TASK REQUIREMENTS → Would you please give every entry again exactly, without the pictures?
----
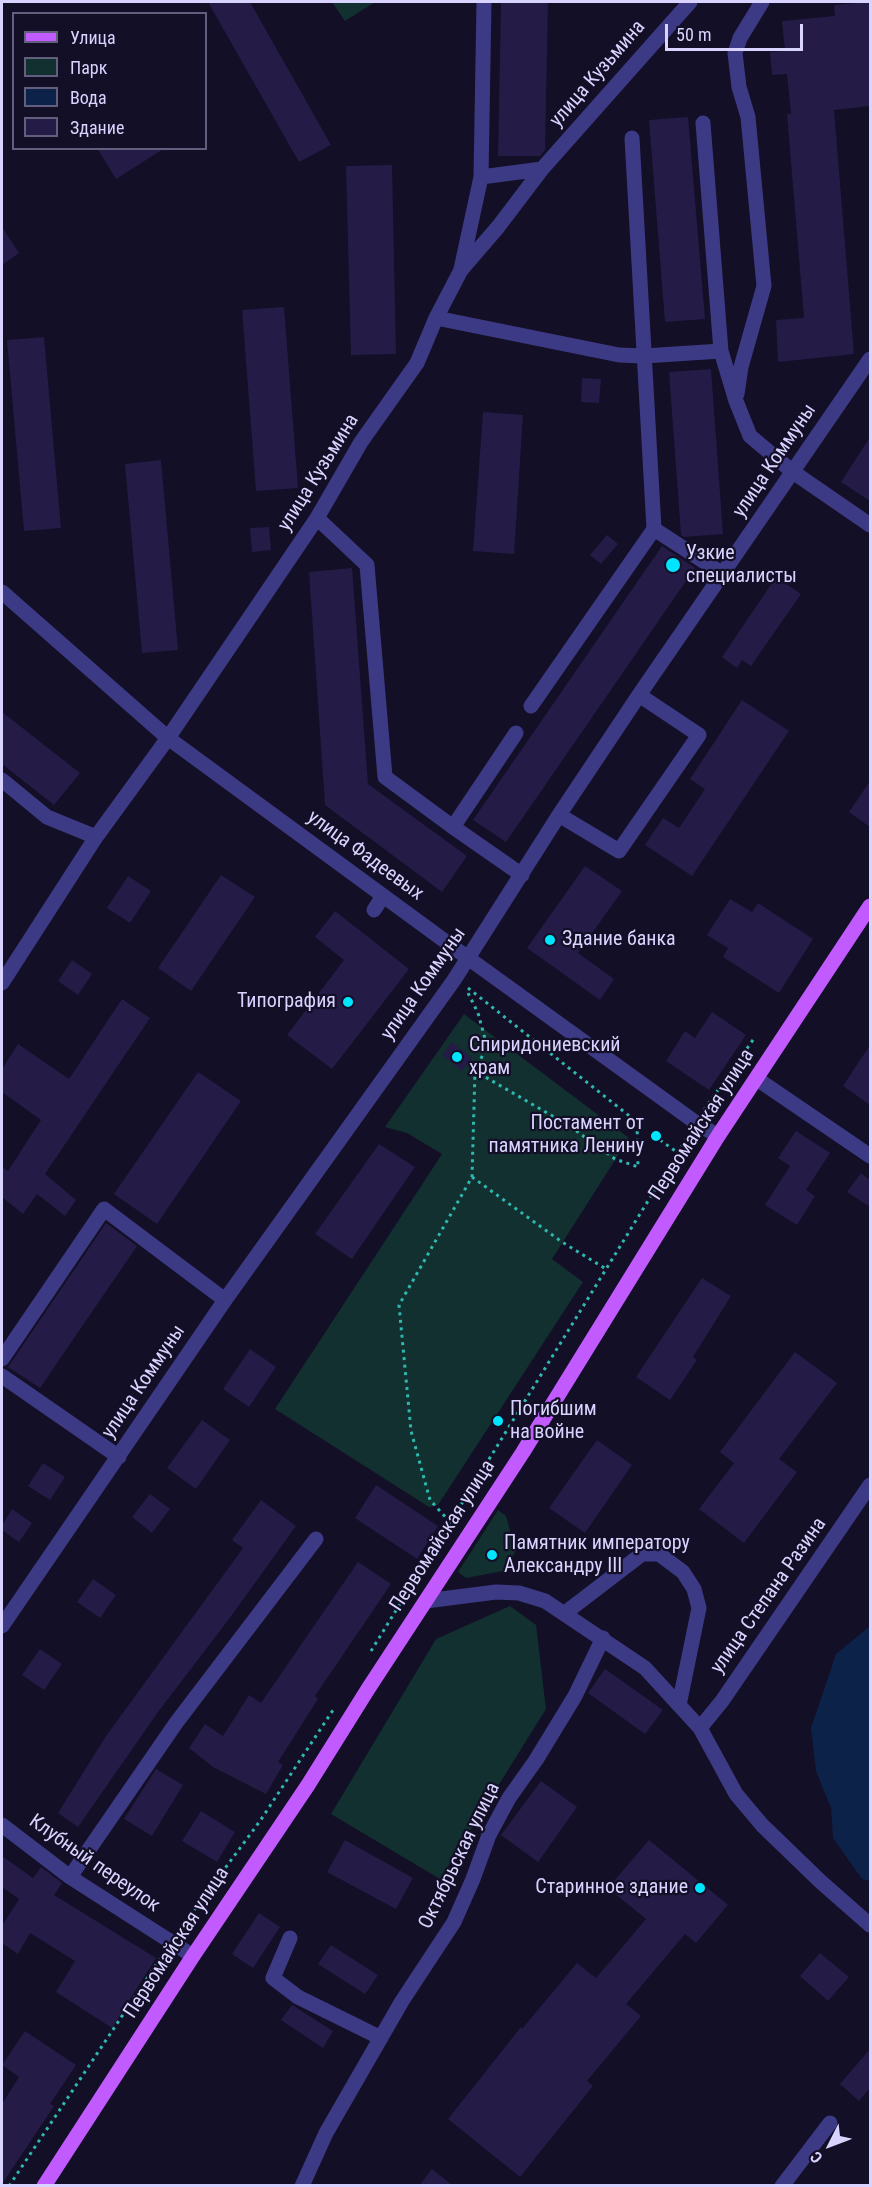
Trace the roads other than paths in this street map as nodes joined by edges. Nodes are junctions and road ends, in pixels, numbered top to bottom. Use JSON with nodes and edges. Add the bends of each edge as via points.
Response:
{"nodes":[{"id":1,"x":484,"y":2,"type":"edge"},
{"id":2,"x":690,"y":2,"type":"edge"},
{"id":3,"x":762,"y":2,"type":"edge"},
{"id":4,"x":703,"y":123,"type":"dead end"},
{"id":5,"x":632,"y":138,"type":"dead end"},
{"id":6,"x":542,"y":170,"type":"junction"},
{"id":7,"x":481,"y":177,"type":"junction"},
{"id":8,"x":461,"y":270,"type":"junction"},
{"id":9,"x":436,"y":318,"type":"junction"},
{"id":10,"x":722,"y":351,"type":"junction"},
{"id":11,"x":644,"y":356,"type":"junction"},
{"id":12,"x":870,"y":359,"type":"edge"},
{"id":13,"x":736,"y":401,"type":"junction"},
{"id":14,"x":793,"y":472,"type":"junction"},
{"id":15,"x":317,"y":518,"type":"junction"},
{"id":16,"x":870,"y":525,"type":"edge"},
{"id":17,"x":654,"y":529,"type":"junction"},
{"id":18,"x":723,"y":574,"type":"junction"},
{"id":19,"x":2,"y":592,"type":"edge"},
{"id":20,"x":639,"y":695,"type":"junction"},
{"id":21,"x":531,"y":706,"type":"dead end"},
{"id":22,"x":516,"y":733,"type":"dead end"},
{"id":23,"x":168,"y":738,"type":"junction"},
{"id":24,"x":2,"y":780,"type":"edge"},
{"id":25,"x":559,"y":815,"type":"junction"},
{"id":26,"x":453,"y":827,"type":"junction"},
{"id":27,"x":96,"y":837,"type":"junction"},
{"id":28,"x":522,"y":875,"type":"junction"},
{"id":29,"x":383,"y":896,"type":"junction"},
{"id":30,"x":870,"y":906,"type":"edge"},
{"id":31,"x":374,"y":910,"type":"dead end"},
{"id":32,"x":468,"y":958,"type":"junction"},
{"id":33,"x":2,"y":982,"type":"edge"},
{"id":34,"x":757,"y":1079,"type":"junction"},
{"id":35,"x":718,"y":1136,"type":"junction"},
{"id":36,"x":870,"y":1156,"type":"edge"},
{"id":37,"x":225,"y":1300,"type":"junction"},
{"id":38,"x":2,"y":1359,"type":"edge"},
{"id":39,"x":2,"y":1376,"type":"edge"},
{"id":40,"x":119,"y":1457,"type":"junction"},
{"id":41,"x":870,"y":1485,"type":"edge"},
{"id":42,"x":316,"y":1539,"type":"dead end"},
{"id":43,"x":426,"y":1601,"type":"junction"},
{"id":44,"x":565,"y":1614,"type":"junction"},
{"id":45,"x":2,"y":1626,"type":"edge"},
{"id":46,"x":603,"y":1638,"type":"junction"},
{"id":47,"x":679,"y":1704,"type":"junction"},
{"id":48,"x":700,"y":1728,"type":"junction"},
{"id":49,"x":2,"y":1825,"type":"edge"},
{"id":50,"x":70,"y":1877,"type":"junction"},
{"id":51,"x":870,"y":1925,"type":"edge"},
{"id":52,"x":290,"y":1938,"type":"dead end"},
{"id":53,"x":192,"y":1956,"type":"junction"},
{"id":54,"x":381,"y":2038,"type":"junction"},
{"id":55,"x":830,"y":2123,"type":"dead end"},
{"id":56,"x":44,"y":2186,"type":"edge"},
{"id":57,"x":302,"y":2186,"type":"edge"},
{"id":58,"x":782,"y":2186,"type":"edge"}],
"edges":[{"from":1,"to":7,"type":"street"},
{"from":2,"to":6,"type":"street","name":"улица Кузьмина"},
{"from":3,"to":13,"type":"street","via":[[735,53],[748,117],[764,286],[741,367]]},
{"from":4,"to":10,"type":"street"},
{"from":5,"to":11,"type":"street"},
{"from":6,"to":7,"type":"street"},
{"from":6,"to":8,"type":"street","name":"улица Кузьмина"},
{"from":7,"to":8,"type":"street"},
{"from":8,"to":9,"type":"street","name":"улица Кузьмина"},
{"from":9,"to":11,"type":"street","via":[[597,351]]},
{"from":9,"to":15,"type":"street","name":"улица Кузьмина","via":[[417,363],[361,442]]},
{"from":10,"to":11,"type":"street"},
{"from":10,"to":13,"type":"street"},
{"from":11,"to":17,"type":"street"},
{"from":12,"to":14,"type":"street","name":"улица Коммуны"},
{"from":13,"to":14,"type":"street","via":[[750,436]]},
{"from":14,"to":16,"type":"street"},
{"from":14,"to":18,"type":"street","name":"улица Коммуны"},
{"from":15,"to":23,"type":"street","name":"улица Кузьмина"},
{"from":15,"to":26,"type":"street","via":[[367,565],[385,777]]},
{"from":17,"to":18,"type":"street"},
{"from":17,"to":21,"type":"street"},
{"from":18,"to":20,"type":"street","name":"улица Коммуны"},
{"from":19,"to":23,"type":"street","name":"улица Фадеевых"},
{"from":20,"to":25,"type":"street","name":"улица Коммуны"},
{"from":20,"to":25,"type":"street","via":[[699,735],[619,851]]},
{"from":22,"to":26,"type":"street"},
{"from":23,"to":27,"type":"street","name":"улица Кузьмина"},
{"from":23,"to":29,"type":"street","name":"улица Фадеевых"},
{"from":24,"to":27,"type":"street","via":[[47,817]]},
{"from":25,"to":28,"type":"street","name":"улица Коммуны"},
{"from":26,"to":28,"type":"street"},
{"from":27,"to":33,"type":"street","name":"улица Кузьмина"},
{"from":28,"to":32,"type":"street","name":"улица Коммуны"},
{"from":29,"to":31,"type":"street"},
{"from":29,"to":32,"type":"street","name":"улица Фадеевых"},
{"from":30,"to":34,"type":"main road","name":"Первомайская улица"},
{"from":32,"to":35,"type":"street","name":"улица Фадеевых"},
{"from":32,"to":37,"type":"street","name":"улица Коммуны"},
{"from":34,"to":35,"type":"main road","name":"Первомайская улица"},
{"from":34,"to":36,"type":"street"},
{"from":35,"to":43,"type":"main road","name":"Первомайская улица","via":[[524,1452]]},
{"from":37,"to":38,"type":"street","via":[[104,1209]]},
{"from":37,"to":40,"type":"street","name":"улица Коммуны"},
{"from":39,"to":40,"type":"street"},
{"from":40,"to":45,"type":"street","name":"улица Коммуны"},
{"from":41,"to":48,"type":"street","name":"улица Степана Разина"},
{"from":42,"to":50,"type":"street","via":[[176,1723]]},
{"from":43,"to":44,"type":"street","via":[[519,1593],[545,1601]]},
{"from":43,"to":53,"type":"main road","name":"Первомайская улица"},
{"from":44,"to":46,"type":"street"},
{"from":44,"to":47,"type":"street","via":[[642,1554],[659,1554],[682,1572],[694,1589],[699,1608]]},
{"from":46,"to":47,"type":"street","via":[[645,1668]]},
{"from":46,"to":54,"type":"street","name":"Октябрьская улица","via":[[575,1696],[489,1834],[454,1922]]},
{"from":47,"to":48,"type":"street"},
{"from":48,"to":51,"type":"street","via":[[742,1802]]},
{"from":49,"to":50,"type":"street","name":"Клубный переулок"},
{"from":50,"to":53,"type":"street","name":"Клубный переулок"},
{"from":52,"to":54,"type":"street","via":[[273,1978],[298,1997]]},
{"from":53,"to":56,"type":"main road","name":"Первомайская улица"},
{"from":54,"to":57,"type":"street","name":"Октябрьская улица","via":[[326,2133]]},
{"from":55,"to":58,"type":"street"}]}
----
ANSWER SPACE →
Trace the roads other than paths in this street map as nodes joined by edges. Nodes are junctions and road ends, in pixels, numbered top to bottom. Use JSON with nodes and edges. Add the bends of each edge as via points.
Response:
{"nodes":[{"id":1,"x":484,"y":2,"type":"edge"},
{"id":2,"x":690,"y":2,"type":"edge"},
{"id":3,"x":762,"y":2,"type":"edge"},
{"id":4,"x":703,"y":123,"type":"dead end"},
{"id":5,"x":632,"y":138,"type":"dead end"},
{"id":6,"x":542,"y":170,"type":"junction"},
{"id":7,"x":481,"y":177,"type":"junction"},
{"id":8,"x":461,"y":270,"type":"junction"},
{"id":9,"x":436,"y":318,"type":"junction"},
{"id":10,"x":722,"y":351,"type":"junction"},
{"id":11,"x":644,"y":356,"type":"junction"},
{"id":12,"x":870,"y":359,"type":"edge"},
{"id":13,"x":736,"y":401,"type":"junction"},
{"id":14,"x":793,"y":472,"type":"junction"},
{"id":15,"x":317,"y":518,"type":"junction"},
{"id":16,"x":870,"y":525,"type":"edge"},
{"id":17,"x":654,"y":529,"type":"junction"},
{"id":18,"x":723,"y":574,"type":"junction"},
{"id":19,"x":2,"y":592,"type":"edge"},
{"id":20,"x":639,"y":695,"type":"junction"},
{"id":21,"x":531,"y":706,"type":"dead end"},
{"id":22,"x":516,"y":733,"type":"dead end"},
{"id":23,"x":168,"y":738,"type":"junction"},
{"id":24,"x":2,"y":780,"type":"edge"},
{"id":25,"x":559,"y":815,"type":"junction"},
{"id":26,"x":453,"y":827,"type":"junction"},
{"id":27,"x":96,"y":837,"type":"junction"},
{"id":28,"x":522,"y":875,"type":"junction"},
{"id":29,"x":383,"y":896,"type":"junction"},
{"id":30,"x":870,"y":906,"type":"edge"},
{"id":31,"x":374,"y":910,"type":"dead end"},
{"id":32,"x":468,"y":958,"type":"junction"},
{"id":33,"x":2,"y":982,"type":"edge"},
{"id":34,"x":757,"y":1079,"type":"junction"},
{"id":35,"x":718,"y":1136,"type":"junction"},
{"id":36,"x":870,"y":1156,"type":"edge"},
{"id":37,"x":225,"y":1300,"type":"junction"},
{"id":38,"x":2,"y":1359,"type":"edge"},
{"id":39,"x":2,"y":1376,"type":"edge"},
{"id":40,"x":119,"y":1457,"type":"junction"},
{"id":41,"x":870,"y":1485,"type":"edge"},
{"id":42,"x":316,"y":1539,"type":"dead end"},
{"id":43,"x":426,"y":1601,"type":"junction"},
{"id":44,"x":565,"y":1614,"type":"junction"},
{"id":45,"x":2,"y":1626,"type":"edge"},
{"id":46,"x":603,"y":1638,"type":"junction"},
{"id":47,"x":679,"y":1704,"type":"junction"},
{"id":48,"x":700,"y":1728,"type":"junction"},
{"id":49,"x":2,"y":1825,"type":"edge"},
{"id":50,"x":70,"y":1877,"type":"junction"},
{"id":51,"x":870,"y":1925,"type":"edge"},
{"id":52,"x":290,"y":1938,"type":"dead end"},
{"id":53,"x":192,"y":1956,"type":"junction"},
{"id":54,"x":381,"y":2038,"type":"junction"},
{"id":55,"x":830,"y":2123,"type":"dead end"},
{"id":56,"x":44,"y":2186,"type":"edge"},
{"id":57,"x":302,"y":2186,"type":"edge"},
{"id":58,"x":782,"y":2186,"type":"edge"}],
"edges":[{"from":1,"to":7,"type":"street"},
{"from":2,"to":6,"type":"street","name":"улица Кузьмина"},
{"from":3,"to":13,"type":"street","via":[[735,53],[748,117],[764,286],[741,367]]},
{"from":4,"to":10,"type":"street"},
{"from":5,"to":11,"type":"street"},
{"from":6,"to":7,"type":"street"},
{"from":6,"to":8,"type":"street","name":"улица Кузьмина"},
{"from":7,"to":8,"type":"street"},
{"from":8,"to":9,"type":"street","name":"улица Кузьмина"},
{"from":9,"to":11,"type":"street","via":[[597,351]]},
{"from":9,"to":15,"type":"street","name":"улица Кузьмина","via":[[417,363],[361,442]]},
{"from":10,"to":11,"type":"street"},
{"from":10,"to":13,"type":"street"},
{"from":11,"to":17,"type":"street"},
{"from":12,"to":14,"type":"street","name":"улица Коммуны"},
{"from":13,"to":14,"type":"street","via":[[750,436]]},
{"from":14,"to":16,"type":"street"},
{"from":14,"to":18,"type":"street","name":"улица Коммуны"},
{"from":15,"to":23,"type":"street","name":"улица Кузьмина"},
{"from":15,"to":26,"type":"street","via":[[367,565],[385,777]]},
{"from":17,"to":18,"type":"street"},
{"from":17,"to":21,"type":"street"},
{"from":18,"to":20,"type":"street","name":"улица Коммуны"},
{"from":19,"to":23,"type":"street","name":"улица Фадеевых"},
{"from":20,"to":25,"type":"street","name":"улица Коммуны"},
{"from":20,"to":25,"type":"street","via":[[699,735],[619,851]]},
{"from":22,"to":26,"type":"street"},
{"from":23,"to":27,"type":"street","name":"улица Кузьмина"},
{"from":23,"to":29,"type":"street","name":"улица Фадеевых"},
{"from":24,"to":27,"type":"street","via":[[47,817]]},
{"from":25,"to":28,"type":"street","name":"улица Коммуны"},
{"from":26,"to":28,"type":"street"},
{"from":27,"to":33,"type":"street","name":"улица Кузьмина"},
{"from":28,"to":32,"type":"street","name":"улица Коммуны"},
{"from":29,"to":31,"type":"street"},
{"from":29,"to":32,"type":"street","name":"улица Фадеевых"},
{"from":30,"to":34,"type":"main road","name":"Первомайская улица"},
{"from":32,"to":35,"type":"street","name":"улица Фадеевых"},
{"from":32,"to":37,"type":"street","name":"улица Коммуны"},
{"from":34,"to":35,"type":"main road","name":"Первомайская улица"},
{"from":34,"to":36,"type":"street"},
{"from":35,"to":43,"type":"main road","name":"Первомайская улица","via":[[524,1452]]},
{"from":37,"to":38,"type":"street","via":[[104,1209]]},
{"from":37,"to":40,"type":"street","name":"улица Коммуны"},
{"from":39,"to":40,"type":"street"},
{"from":40,"to":45,"type":"street","name":"улица Коммуны"},
{"from":41,"to":48,"type":"street","name":"улица Степана Разина"},
{"from":42,"to":50,"type":"street","via":[[176,1723]]},
{"from":43,"to":44,"type":"street","via":[[519,1593],[545,1601]]},
{"from":43,"to":53,"type":"main road","name":"Первомайская улица"},
{"from":44,"to":46,"type":"street"},
{"from":44,"to":47,"type":"street","via":[[642,1554],[659,1554],[682,1572],[694,1589],[699,1608]]},
{"from":46,"to":47,"type":"street","via":[[645,1668]]},
{"from":46,"to":54,"type":"street","name":"Октябрьская улица","via":[[575,1696],[489,1834],[454,1922]]},
{"from":47,"to":48,"type":"street"},
{"from":48,"to":51,"type":"street","via":[[742,1802]]},
{"from":49,"to":50,"type":"street","name":"Клубный переулок"},
{"from":50,"to":53,"type":"street","name":"Клубный переулок"},
{"from":52,"to":54,"type":"street","via":[[273,1978],[298,1997]]},
{"from":53,"to":56,"type":"main road","name":"Первомайская улица"},
{"from":54,"to":57,"type":"street","name":"Октябрьская улица","via":[[326,2133]]},
{"from":55,"to":58,"type":"street"}]}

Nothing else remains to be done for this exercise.